- _Task requirements_:
The response must be made up of the lines in the entries below that contain "middle".

- _Supplied material_:

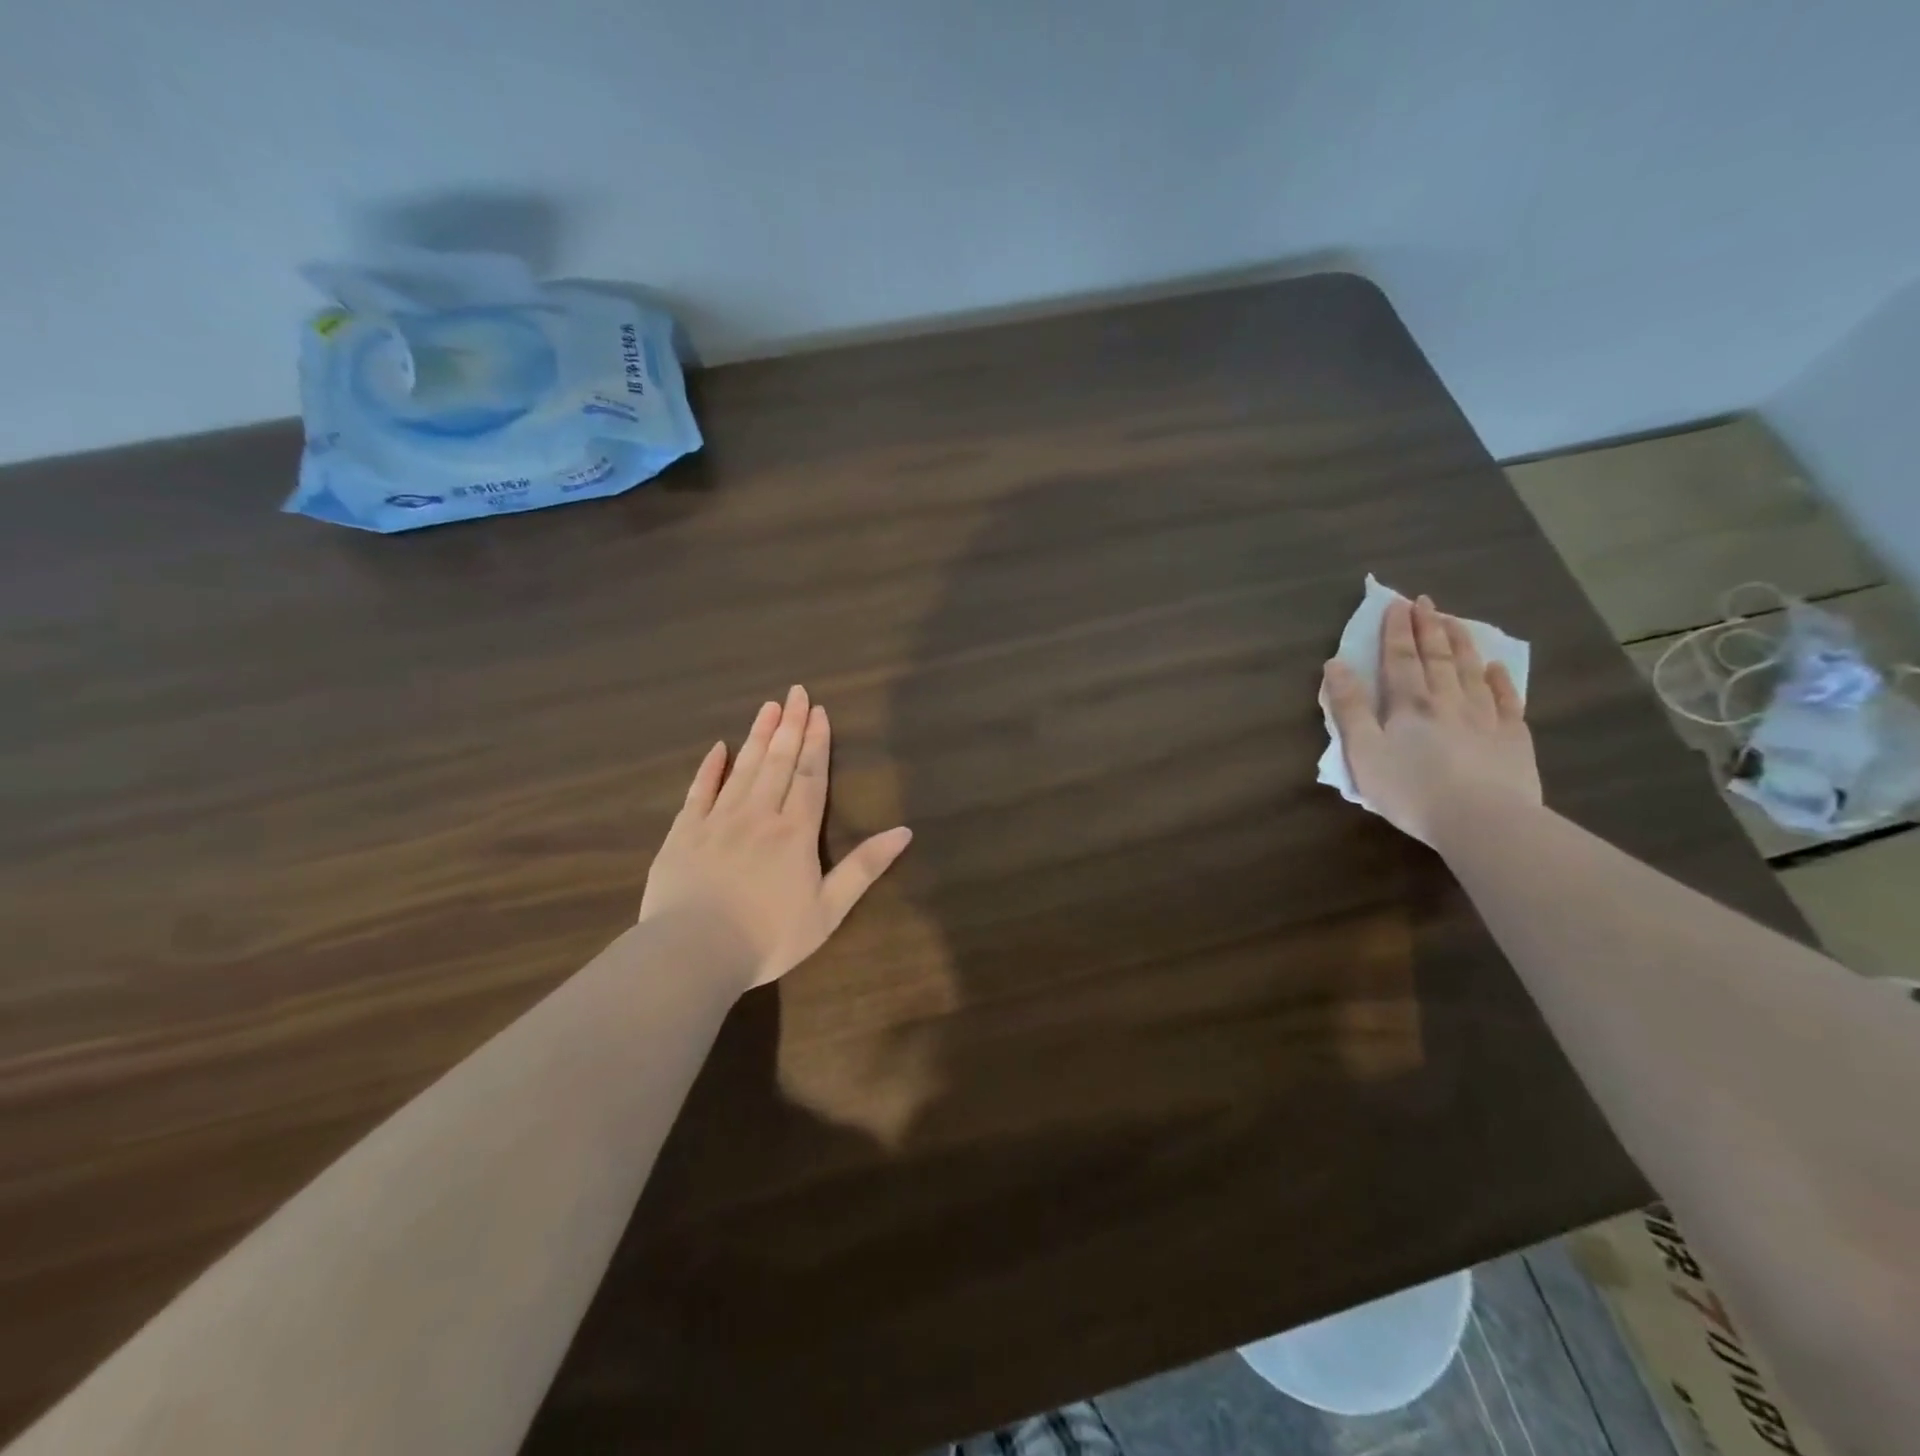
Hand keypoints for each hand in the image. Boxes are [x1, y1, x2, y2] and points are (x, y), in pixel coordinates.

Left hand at [639, 686, 912, 991]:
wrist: (694, 952)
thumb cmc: (769, 936)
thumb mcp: (828, 910)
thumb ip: (864, 868)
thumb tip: (904, 832)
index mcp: (795, 832)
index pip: (810, 776)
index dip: (816, 742)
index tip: (819, 711)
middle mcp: (758, 814)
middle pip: (778, 761)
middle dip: (790, 725)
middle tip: (796, 691)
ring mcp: (718, 820)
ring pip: (743, 768)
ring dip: (758, 736)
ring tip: (768, 706)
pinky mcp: (684, 832)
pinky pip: (699, 790)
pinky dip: (710, 768)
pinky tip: (718, 748)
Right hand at [1323, 594, 1541, 842]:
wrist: (1482, 821)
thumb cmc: (1411, 790)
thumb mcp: (1363, 752)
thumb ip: (1349, 708)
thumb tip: (1335, 665)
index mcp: (1408, 705)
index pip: (1400, 659)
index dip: (1397, 631)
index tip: (1397, 604)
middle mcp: (1448, 701)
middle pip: (1438, 657)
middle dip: (1428, 627)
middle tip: (1425, 602)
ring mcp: (1485, 717)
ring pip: (1472, 671)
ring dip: (1462, 644)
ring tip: (1455, 621)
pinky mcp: (1513, 738)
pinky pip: (1507, 700)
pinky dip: (1500, 680)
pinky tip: (1496, 667)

- _Exercise answer_:
middle mcp: (758, 814)
middle pip: (778, 761)
middle dip: (790, 725)
middle tip: (796, 691)
middle mcp: (1448, 701)
middle pip: (1438, 657)
middle dip: (1428, 627)
middle tip: (1425, 602)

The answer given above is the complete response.